> Exercise goal: Please restate, word for word, the lines below that begin at the one with "M110,774L131,810L90,835L68,799Z" and end at the one with "M256,2200L297,2221L282,2249L241,2228Z". Leave out all other lines.
------------------------------
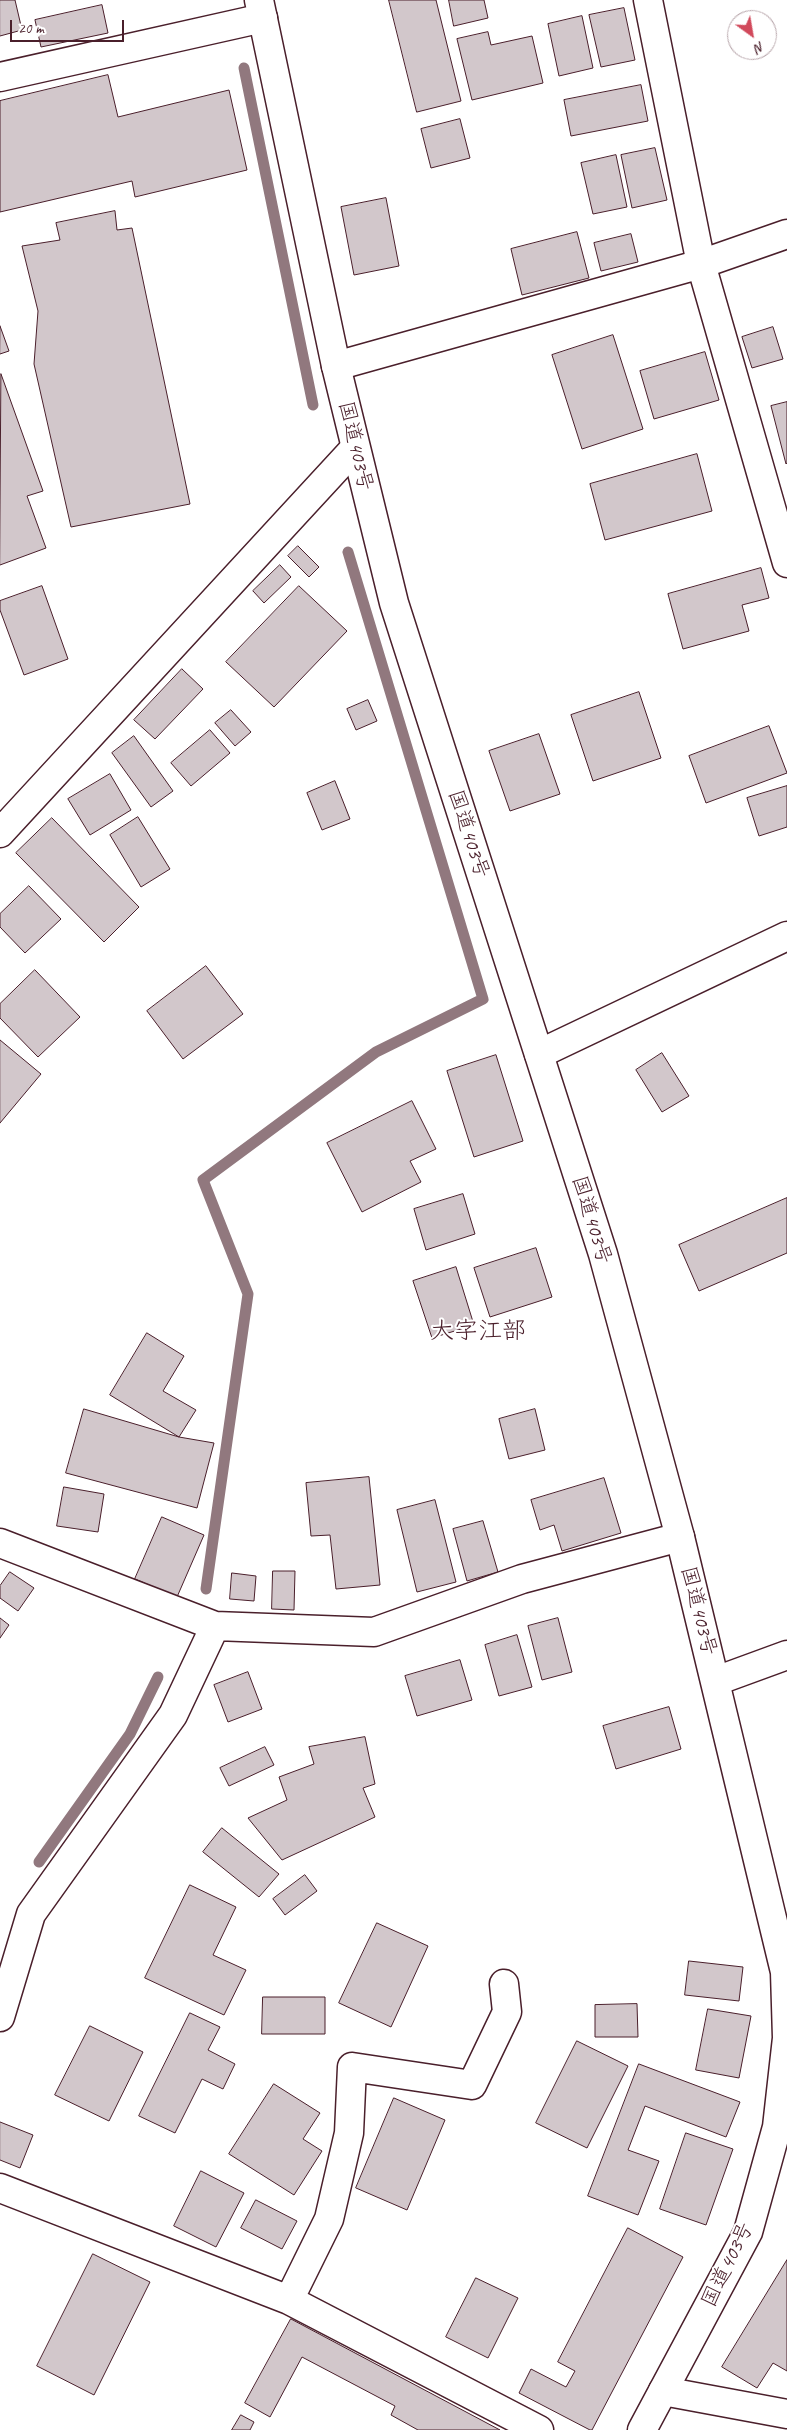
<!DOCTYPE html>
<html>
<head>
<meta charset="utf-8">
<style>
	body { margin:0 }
	#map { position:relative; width:787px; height:2430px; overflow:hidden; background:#fff; font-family:Caveat,sans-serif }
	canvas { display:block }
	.north { position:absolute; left:727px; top:10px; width:50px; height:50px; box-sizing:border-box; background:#fff; border:1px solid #b7a5aa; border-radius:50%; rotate:148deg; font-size:14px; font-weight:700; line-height:20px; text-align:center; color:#4a1f2b }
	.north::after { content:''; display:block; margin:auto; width:18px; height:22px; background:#d1495b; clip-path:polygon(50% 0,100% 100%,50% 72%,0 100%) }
	.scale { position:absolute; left:10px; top:20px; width:114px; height:22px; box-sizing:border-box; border:2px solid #4a1f2b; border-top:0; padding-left:6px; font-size:15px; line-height:18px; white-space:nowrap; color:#4a1f2b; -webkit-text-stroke:4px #fff; paint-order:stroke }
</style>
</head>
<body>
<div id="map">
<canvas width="787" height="2430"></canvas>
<div class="north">N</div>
<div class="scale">20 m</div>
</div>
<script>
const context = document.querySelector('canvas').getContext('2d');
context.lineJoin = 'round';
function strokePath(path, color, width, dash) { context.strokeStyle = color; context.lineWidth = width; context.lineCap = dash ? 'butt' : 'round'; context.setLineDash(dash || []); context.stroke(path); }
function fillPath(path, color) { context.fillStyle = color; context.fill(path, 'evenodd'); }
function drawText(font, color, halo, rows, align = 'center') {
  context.font = font + ' Caveat,"Klee One",sans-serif'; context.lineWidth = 4; context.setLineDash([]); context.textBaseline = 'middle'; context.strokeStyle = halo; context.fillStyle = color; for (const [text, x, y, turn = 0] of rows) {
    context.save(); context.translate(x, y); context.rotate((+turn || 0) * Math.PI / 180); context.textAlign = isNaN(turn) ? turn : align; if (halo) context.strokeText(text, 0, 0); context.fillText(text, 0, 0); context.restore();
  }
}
const stream = new Path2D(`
	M244,68L313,405
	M206,1589L248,1294L203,1180L376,1052L483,999L348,552
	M39,1862L130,1734L158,1677`);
const building = new Path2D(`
	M0,0H15L22,30L0,36Z
	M389,0H436L461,101L417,112Z
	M449,0H484L488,18L454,26Z
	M102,5L108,33L41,47L35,20Z
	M624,8L635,60L601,67L589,15Z
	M582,16L593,68L559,76L548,24Z
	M488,32L491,45L532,36L543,83L472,100L457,39Z
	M108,75L118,117L229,90L247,170L135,197L132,181L0,212V101Z
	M641,85L648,121L571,136L564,100Z
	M460,119L470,158L431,168L421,129Z
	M655,148L667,200L632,208L621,155Z
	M616,155L627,207L593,214L581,163Z
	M386,198L399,266L354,275L341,207Z
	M115,211L117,230L132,228L190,504L71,527L34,364L38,311L22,246L60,240L56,223Z
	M577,232L589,278L522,295L511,249Z
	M631,234L638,262L601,271L594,243Z
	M0,326L9,351L0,354Z
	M773,327L783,359L752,368L742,337Z
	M613,335L643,429L582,449L552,355Z
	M705,352L719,400L654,419L640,371Z
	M1,374L43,491L27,496L46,548L0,565Z
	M787,402V463L786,464L771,406Z
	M697,454L712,511L605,540L590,484Z
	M298,546L319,567L309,577L288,556Z
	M280,565L291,577L264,603L253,591Z
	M761,568L769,598L742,605L749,631L683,649L668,594Z
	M42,586L68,659L24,675L0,610V601Z
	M299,586L347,631L274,707L226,662Z
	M182,669L203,689L155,739L134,720Z
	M639,692L661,758L593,781L571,715Z
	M368,700L377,721L356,730L347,709Z
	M231,710L251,732L235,746L215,723Z
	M769,726L787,773L706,803L689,756Z
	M210,730L230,753L191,786L171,763Z
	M539,734L560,794L510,811L489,751Z
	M134,736L173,791L151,807L112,753Z
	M110,774L131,810L90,835L68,799Z
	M335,781L350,819L322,830L307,793Z
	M787,786V827L759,836L747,798Z
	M138,817L170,869L141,887L110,835Z
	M52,818L139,907L104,942L16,853Z
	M29,886L61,919L25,953L0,927V914Z
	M206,966L243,1014L183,1059L147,1011Z
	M35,970L80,1017L38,1057L0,1018V1004Z
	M0,1040L41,1074L0,1123Z
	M662,1053L689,1096L662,1112L636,1070Z
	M496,1055L523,1141L474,1157L447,1071Z
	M412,1101L436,1149L410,1161L421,1182L362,1212L327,1143Z
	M463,1194L475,1234L426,1250L414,1209Z
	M787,1198V1253L699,1291L679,1245Z
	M536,1248L552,1297L490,1317L474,1268Z
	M456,1267L474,1325L432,1338L413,1281Z
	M147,1333L184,1356L163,1391L196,1410L179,1437L110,1395Z
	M84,1409L179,1437L214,1443L197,1508L66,1473Z
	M535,1409L545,1450L509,1459L499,1419Z
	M369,1477L380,1585L336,1589L330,1535L311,1536L306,1483Z
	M604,1478L621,1533L562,1551L554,1525L540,1530L531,1500Z
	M64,1487L104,1494L98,1532L57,1526Z
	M435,1500L456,1582L417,1592L397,1510Z
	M162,1517L204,1535L177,1597L135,1579Z
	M483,1521L498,1572L467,1581L453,1529Z
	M273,1571H295L294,1610L272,1609Z
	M10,1572L34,1588L18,1611L0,1598V1586Z
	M232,1573L256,1576L254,1601L230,1599Z
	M0,1618L9,1625L0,1638Z
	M558,1618L572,1672L542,1680L528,1626Z
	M517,1635L532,1687L499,1696L485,1645Z
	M460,1660L472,1700L417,1716L405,1676Z
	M248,1672L262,1709L228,1722L214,1685Z
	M669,1707L681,1749L616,1769L603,1726Z
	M365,1737L375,1784L363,1788L375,1817L282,1860L248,1818L287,1800L279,1777L314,1764L309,1747Z
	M265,1747L274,1765L229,1786L220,1768Z
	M222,1828L279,1874L259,1897L203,1852Z
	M305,1875L317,1891L285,1915L273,1899Z
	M190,1885L236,1907L213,1955L246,1970L224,2015L145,1978Z
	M377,1923L428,1946L391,2027L339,2003Z
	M689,1961L743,1967L739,2001L685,1995Z
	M263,1997H325V2034H262Z
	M637,2004L638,2037H595V2005Z
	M708,2009L751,2016L739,2078L696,2070Z
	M190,2013L220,2027L208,2050L235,2064L223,2089L202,2079L175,2133L139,2116Z
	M90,2026L143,2052L109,2121L55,2095Z
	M577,2041L628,2066L587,2148L536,2123Z
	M639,2064L740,2102L726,2137L645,2106L628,2150L659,2161L638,2215L588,2196Z
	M274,2084L320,2113L303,2139L322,2151L294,2195L229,2154Z
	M394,2098L445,2120L407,2210L356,2188Z
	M0,2122L33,2135L20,2168L0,2160Z
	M686,2133L733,2149L706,2225L660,2209Z
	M201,2171L244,2193L216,2247L174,2226Z
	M256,2200L297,2221L282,2249L241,2228Z
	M628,2228L683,2257L592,2430H590L519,2393L531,2369L566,2387L575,2371L558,2362Z
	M93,2254L150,2282L94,2395L37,2366Z
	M787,2260V2371L773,2363L757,2388L722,2367Z
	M476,2278L518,2298L488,2358L446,2337Z
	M291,2319L500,2430H418L391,2415L395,2406L302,2357L270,2417L245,2403Z
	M241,2415L254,2422L250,2430H232Z`);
const minor = new Path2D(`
	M648,0L701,264L787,563
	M0,77L263,18
	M336,366L701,264L787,234
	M0,833L355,448
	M539,1054L787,936
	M0,1543L215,1626L374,1632L522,1579L680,1537
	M716,1681L787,1655
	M0,2017L31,1914L173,1715L215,1626
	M0,2188L289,2300L539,2430
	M289,2300L329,2219L349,2133L352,2067L472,2085L507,2012L504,1984
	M663,2391L787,2414`);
const highway = new Path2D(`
	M259,0L336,366L394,603L603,1254L680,1537L785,1972L787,2038L777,2127L748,2232L642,2430`);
const streetNames = [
	["国道403号",355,446,77],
	["国道403号",468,834,72],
	["国道403号",591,1220,73],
	["国道403号",698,1611,76],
	["国道403号",728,2265,-64]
];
const quarterNames = [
	["大字江部",478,1332]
];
strokePath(stream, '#91787e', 11);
fillPath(building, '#d2c7cb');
strokePath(building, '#4a1f2b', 1);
strokePath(minor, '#4a1f2b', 31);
strokePath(highway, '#4a1f2b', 31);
strokePath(minor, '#fff', 28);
strokePath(highway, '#fff', 28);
drawText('21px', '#4a1f2b', '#fff', streetNames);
drawText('24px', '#4a1f2b', '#fff', quarterNames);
</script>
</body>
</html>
------------------------------
> Problem solution:
	M110,774L131,810L90,835L68,799Z
	M335,781L350,819L322,830L307,793Z
	M787,786V827L759,836L747,798Z
	M138,817L170,869L141,887L110,835Z
	M52,818L139,907L104,942L16,853Z
	M29,886L61,919L25,953L0,927V914Z
	M206,966L243,1014L183,1059L147,1011Z
	M35,970L80,1017L38,1057L0,1018V1004Z
	M0,1040L41,1074L0,1123Z
	M662,1053L689,1096L662,1112L636,1070Z
	M496,1055L523,1141L474,1157L447,1071Z
	M412,1101L436,1149L410,1161L421,1182L362,1212L327,1143Z
	M463,1194L475,1234L426,1250L414,1209Z
	M787,1198V1253L699,1291L679,1245Z
	M536,1248L552,1297L490,1317L474,1268Z
	M456,1267L474,1325L432,1338L413,1281Z
	M147,1333L184,1356L163,1391L196,1410L179,1437L110,1395Z
	M84,1409L179,1437L214,1443L197,1508L66,1473Z
	M535,1409L545,1450L509,1459L499,1419Z
	M369,1477L380,1585L336,1589L330,1535L311,1536L306,1483Z
	M604,1478L621,1533L562,1551L554,1525L540,1530L531,1500Z
	M64,1487L104,1494L98,1532L57,1526Z
	M435,1500L456,1582L417,1592L397,1510Z
	M162,1517L204,1535L177,1597L135,1579Z
	M483,1521L498,1572L467,1581L453,1529Z
	M273,1571H295L294,1610L272,1609Z
	M10,1572L34,1588L18,1611L0,1598V1586Z
	M232,1573L256,1576L254,1601L230,1599Z
	M0,1618L9,1625L0,1638Z
	M558,1618L572,1672L542,1680L528,1626Z
	M517,1635L532,1687L499,1696L485,1645Z
	M460,1660L472,1700L417,1716L405,1676Z
	M248,1672L262,1709L228,1722L214,1685Z
	M669,1707L681,1749L616,1769L603,1726Z
	M365,1737L375,1784L363,1788L375,1817L282,1860L248,1818L287,1800L279,1777L314,1764L309,1747Z
	M265,1747L274,1765L229,1786L220,1768Z
	M222,1828L279,1874L259,1897L203,1852Z
	M305,1875L317,1891L285,1915L273,1899Z
	M190,1885L236,1907L213,1955L246,1970L224,2015L145,1978Z
	M377,1923L428,1946L391,2027L339,2003Z
	M689,1961L743,1967L739,2001L685,1995Z
	M263,1997H325V2034H262Z
	M637,2004L638,2037H595V2005Z
	M708,2009L751,2016L739,2078L696,2070Z
	M190,2013L220,2027L208,2050L235,2064L223,2089L202,2079L175,2133L139,2116Z
	M90,2026L143,2052L109,2121L55,2095Z
	M577,2041L628,2066L587,2148L536,2123Z
	M639,2064L740,2102L726,2137L645,2106L628,2150L659,2161L638,2215L588,2196Z
	M274,2084L320,2113L303,2139L322,2151L294,2195L229,2154Z
	M394,2098L445,2120L407,2210L356,2188Z
	M0,2122L33,2135L20,2168L0,2160Z
	M686,2133L733,2149L706,2225L660,2209Z
	M201,2171L244,2193L216,2247L174,2226Z
	M256,2200L297,2221L282,2249L241,2228Z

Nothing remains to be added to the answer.